The first three weeks of NCSS challenge will be used to practice for Part B of this task. That is, before our third lesson of the week, you must share to the class pool at least one of your algorithms for an NCSS Challenge problem that week. Algorithms should be desk-checked and represented either as pseudocode or flowchart. It should also have a test plan comprising expected output for test cases, including an educated guess of what the hidden test case(s) could be.
On the third lesson of the week, you will choose someone else’s algorithm to write python code for. You will also evaluate the quality of their solution design and test plan.
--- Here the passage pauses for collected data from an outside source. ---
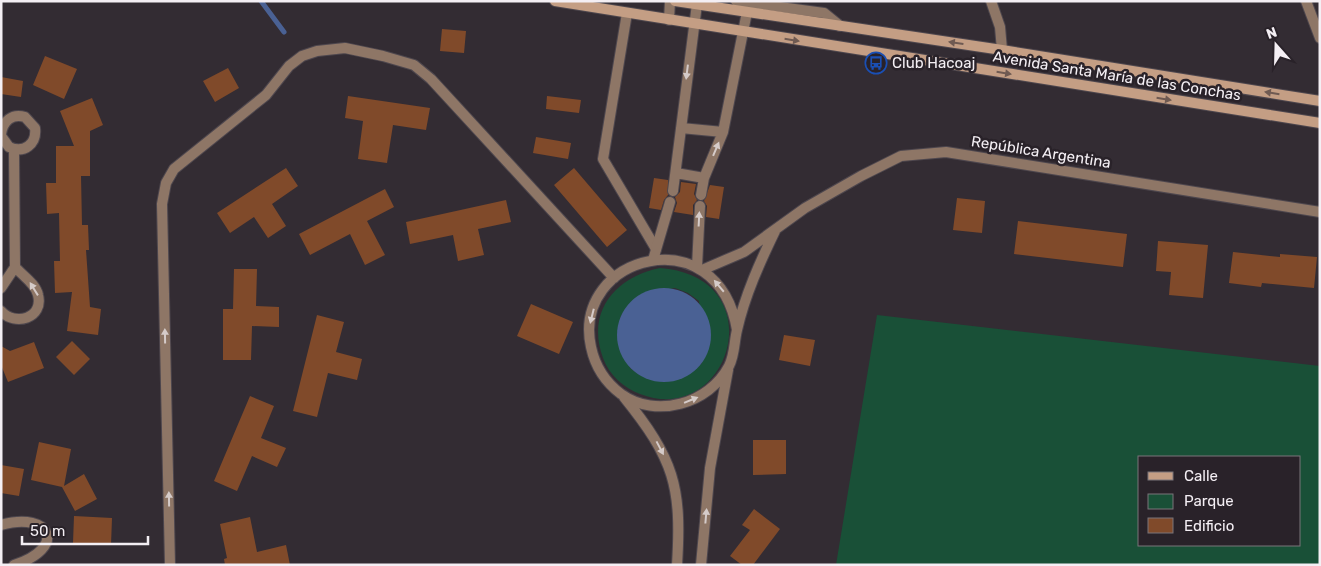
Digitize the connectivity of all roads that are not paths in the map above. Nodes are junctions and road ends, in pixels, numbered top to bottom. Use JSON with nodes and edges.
{"nodes":[{"id":1,"x":554,"y":1,"type":"edge"},
{"id":2,"x":670,"y":1,"type":"edge"},
{"id":3,"x":675,"y":1,"type":"edge"},
{"id":4,"x":736,"y":1,"type":"edge"},
{"id":5,"x":990,"y":1,"type":"edge"},
{"id":6,"x":1306,"y":1,"type":"edge"},
{"id":7,"x":693,"y":2,"type":"edge"},
{"id":8,"x":748,"y":7,"type":"edge"},
{"id":9,"x":627,"y":12,"type":"junction"},
{"id":10,"x":669,"y":20,"type":"junction"},
{"id":11,"x":693,"y":24,"type":"junction"},
{"id":12,"x":743,"y":32,"type":"junction"},
{"id":13,"x":1320,"y":38,"type":"edge"},
{"id":14,"x":1002,"y":50,"type":"junction"},
{"id":15,"x":1320,"y":101,"type":"edge"},
{"id":16,"x":1320,"y":123,"type":"edge"},
{"id":17,"x":681,"y":128,"type":"junction"},
{"id":18,"x":723,"y":132,"type":"junction"},
{"id":19,"x":1,"y":135,"type":"edge"},
{"id":20,"x":14,"y":149,"type":"junction"},
{"id":21,"x":676,"y":173,"type":"junction"},
{"id":22,"x":704,"y":178,"type":"junction"},
{"id":23,"x":673,"y":191,"type":"dead end"},
{"id":24,"x":670,"y":202,"type":"dead end"},
{"id":25,"x":1320,"y":212,"type":"edge"},
{"id":26,"x":776,"y":230,"type":"junction"},
{"id":27,"x":656,"y":249,"type":"junction"},
{"id":28,"x":653,"y":260,"type":"junction"},
{"id":29,"x":15,"y":268,"type":"junction"},
{"id":30,"x":699,"y":269,"type":"junction"},
{"id":31,"x":614,"y":278,"type":"junction"},
{"id":32,"x":1,"y":288,"type":"edge"},
{"id":33,"x":1,"y":311,"type":"edge"},
{"id":34,"x":737,"y":330,"type":"junction"},
{"id":35,"x":729,"y":366,"type":"junction"},
{"id":36,"x":622,"y":394,"type":"junction"},
{"id":37,"x":1,"y":525,"type":"edge"},
{"id":38,"x":14,"y":565,"type":"edge"},
{"id":39,"x":170,"y":565,"type":"edge"},
{"id":40,"x":677,"y":565,"type":"edge"},
{"id":41,"x":702,"y":565,"type":"edge"}],
"edges":[{"from":1,"to":9,"type":"main road","name":"Avenida Santa María de las Conchas"},
{"from":2,"to":10,"type":"street"},
{"from":3,"to":7,"type":"main road","name":"Avenida Santa María de las Conchas"},
{"from":4,"to":8,"type":"street"},
{"from":5,"to":14,"type":"street"},
{"from":6,"to":13,"type":"street"},
{"from":7,"to":8,"type":"main road","name":"Avenida Santa María de las Conchas"},
{"from":7,"to":11,"type":"street"},
{"from":8,"to":12,"type":"street"},
{"from":14,"to":8,"type":"main road","name":"Avenida Santa María de las Conchas","one_way":true},
{"from":9,"to":10,"type":"main road","name":"Avenida Santa María de las Conchas"},
{"from":9,"to":27,"type":"street"},
{"from":10,"to":11,"type":"main road","name":"Avenida Santa María de las Conchas"},
{"from":11,"to":12,"type":"main road","name":"Avenida Santa María de las Conchas"},
{"from":11,"to":17,"type":"street","one_way":true},
{"from":12,"to":16,"type":"main road","name":"Avenida Santa María de las Conchas","one_way":true},
{"from":12,"to":18,"type":"street"},
{"from":15,"to":14,"type":"main road","name":"Avenida Santa María de las Conchas","one_way":true},
{"from":17,"to":18,"type":"street"},
{"from":17,"to":21,"type":"street"},
{"from":22,"to":18,"type":"street","one_way":true},
{"from":19,"to":20,"type":"street"},
{"from":19,"to":20,"type":"street"},
{"from":20,"to":29,"type":"street"},
{"from":21,"to":22,"type":"street"},
{"from":21,"to":23,"type":"street"},
{"from":30,"to":22,"type":"street","one_way":true},
{"from":24,"to":27,"type":"street"},
{"from":25,"to":26,"type":"street","name":"República Argentina"},
{"from":26,"to":30,"type":"street","name":"República Argentina"},
{"from":26,"to":34,"type":"street","name":"República Argentina"},
{"from":27,"to":28,"type":"street"},
{"from":28,"to":30,"type":"street"},
{"from":28,"to":31,"type":"street"},
{"from":29,"to":32,"type":"street"},
{"from":33,"to":29,"type":"street","one_way":true},
{"from":34,"to":30,"type":"street","one_way":true},
{"from":31,"to":36,"type":"street","one_way":true},
{"from":39,"to":31,"type":"street","one_way":true},
{"from":34,"to":35,"type":"street"},
{"from":36,"to":35,"type":"street","one_way":true},
{"from":41,"to":35,"type":"street","one_way":true},
{"from":36,"to":40,"type":"street","one_way":true},
{"from":37,"to":38,"type":"street"}]}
Timeliness and completeness of submissions will be marked. Quality of submissions will not be marked as you refine assessable skills. Use every opportunity for formative feedback to do well in Part B.
Part B – Algorithm design and coding challenge
- On 17 August 2020 (week 4 of NCSS Challenge), you will be given a list of Problems with 3 levels of difficulty to choose from. Choose one problem to design an algorithm for.
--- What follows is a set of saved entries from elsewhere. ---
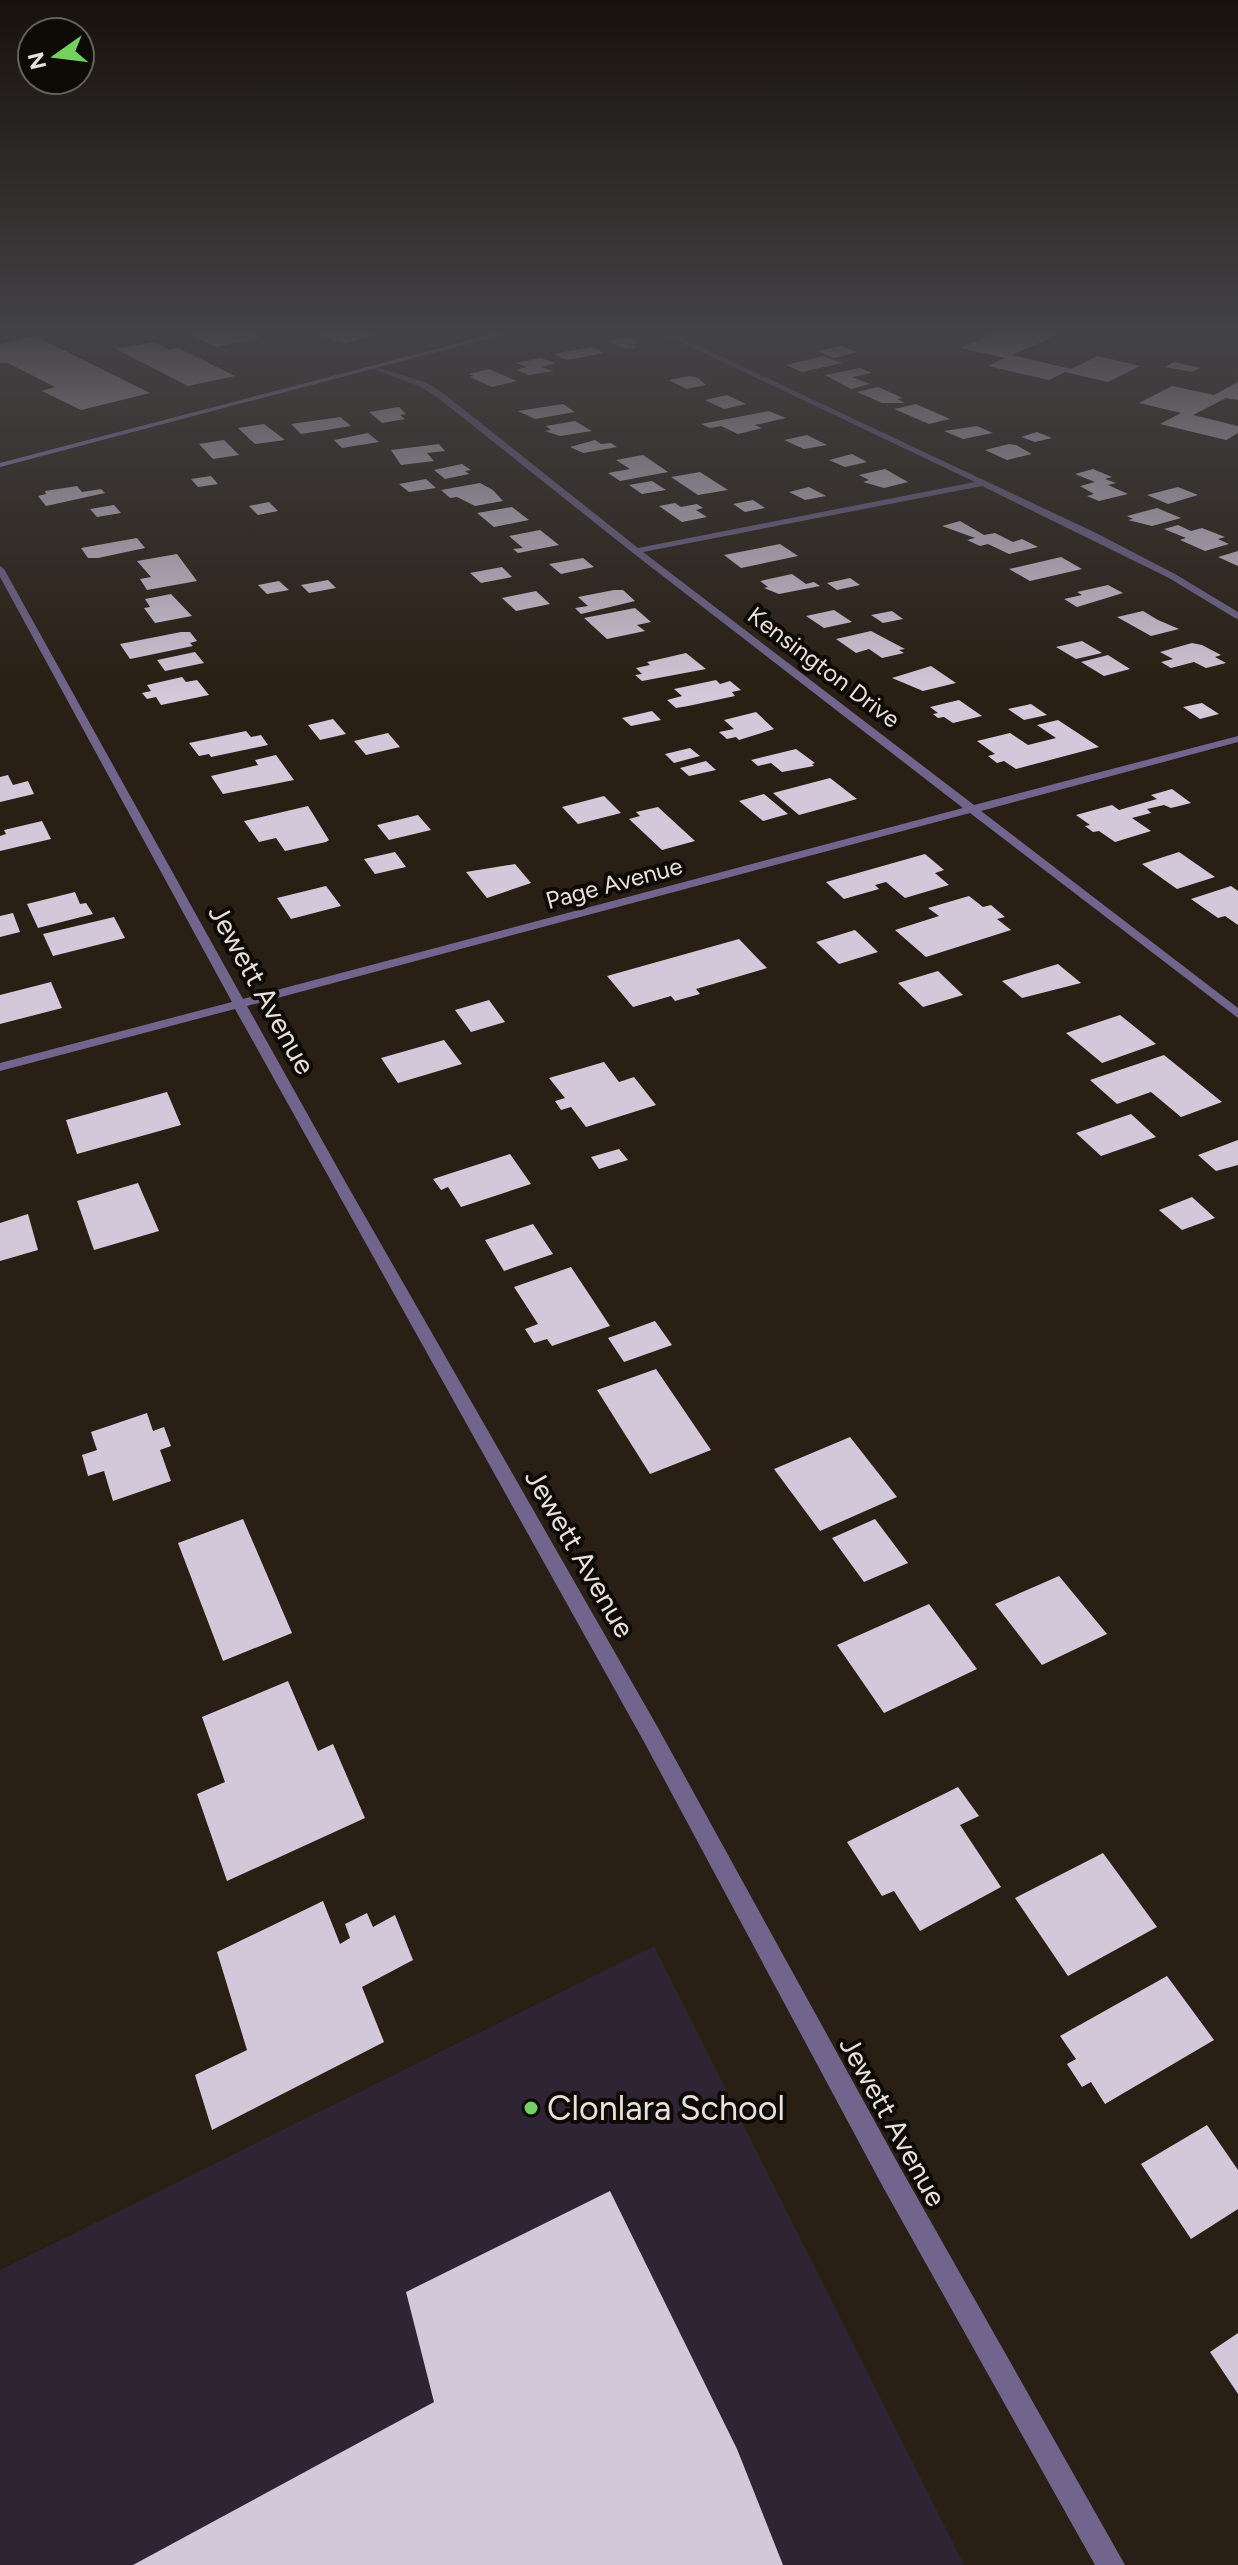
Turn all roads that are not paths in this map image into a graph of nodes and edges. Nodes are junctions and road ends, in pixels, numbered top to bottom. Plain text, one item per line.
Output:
1 (48, 453) edge
2 (512, 453) edge
3 (919, 453) edge
4 (0, 465) edge
5 (983, 483) junction
6 (636, 551) junction
7 (0, 569) edge
8 (1238, 616) edge
9 (1238, 739) edge
10 (974, 809) junction
11 (239, 1005) junction
12 (1238, 1014) edge
13 (0, 1067) edge
14 (1111, 2565) edge

1 - 4 main road
2 - 6 street, Kensington Drive
3 - 5 street
5 - 6 street
5 - 8 street
6 - 10 street, Kensington Drive
7 - 11 street, Jewett Avenue
9 - 10 street, Page Avenue
10 - 11 street, Page Avenue
10 - 12 street, Kensington Drive
11 - 13 street, Page Avenue
11 - 14 street, Jewett Avenue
- Represent your algorithm as pseudocode AND flowchart
- Create a test plan with test cases and expected output
- Desk-check your algorithm
- Submit in Canvas Class Tasks designed solution by Wednesday 26 August 2020
You can submit earlier or do multiple submissions. For example, you may attempt several problems of increasing difficulty as you gain confidence and competence.
- From the list of available algorithms other than yours, choose one to code. It can be the same problem you designed for. The teacher will give you the documented design.
- Evaluate the design. Was it accurate or did you have to deviate from the documented algorithm to solve the problem? Were all test cases provided? Were the expected output appropriate? Was the desk check accurate? Substantiate your evaluation with specific details.
For both design and coding, difficulty level impacts marks. You may choose different levels for design and development, e.g. if you are more confident designing algorithms versus writing and testing code. Excellent completion of simple problems could still earn an ‘A’.
Weekly Part A submissions will be in our Microsoft Teams site where it is easy to share documents.
Design for Part B should be submitted in Canvas Class Tasks by 26 August 2020.
Submit the following Part B components to Canvas Assessments for marking:
- Algorithm solution and test plan
- Python code
- Evaluation of algorithm solution
If you attempted several levels, please submit the highest level completed.
I’m still wondering what to do with year 9s but it will also involve NCSS Challenge. I really liked what I did last year which culminated in a feature post on Grok Learning blog (!!!!!). I have keen coders in this cohort so it’ll be a different experience again.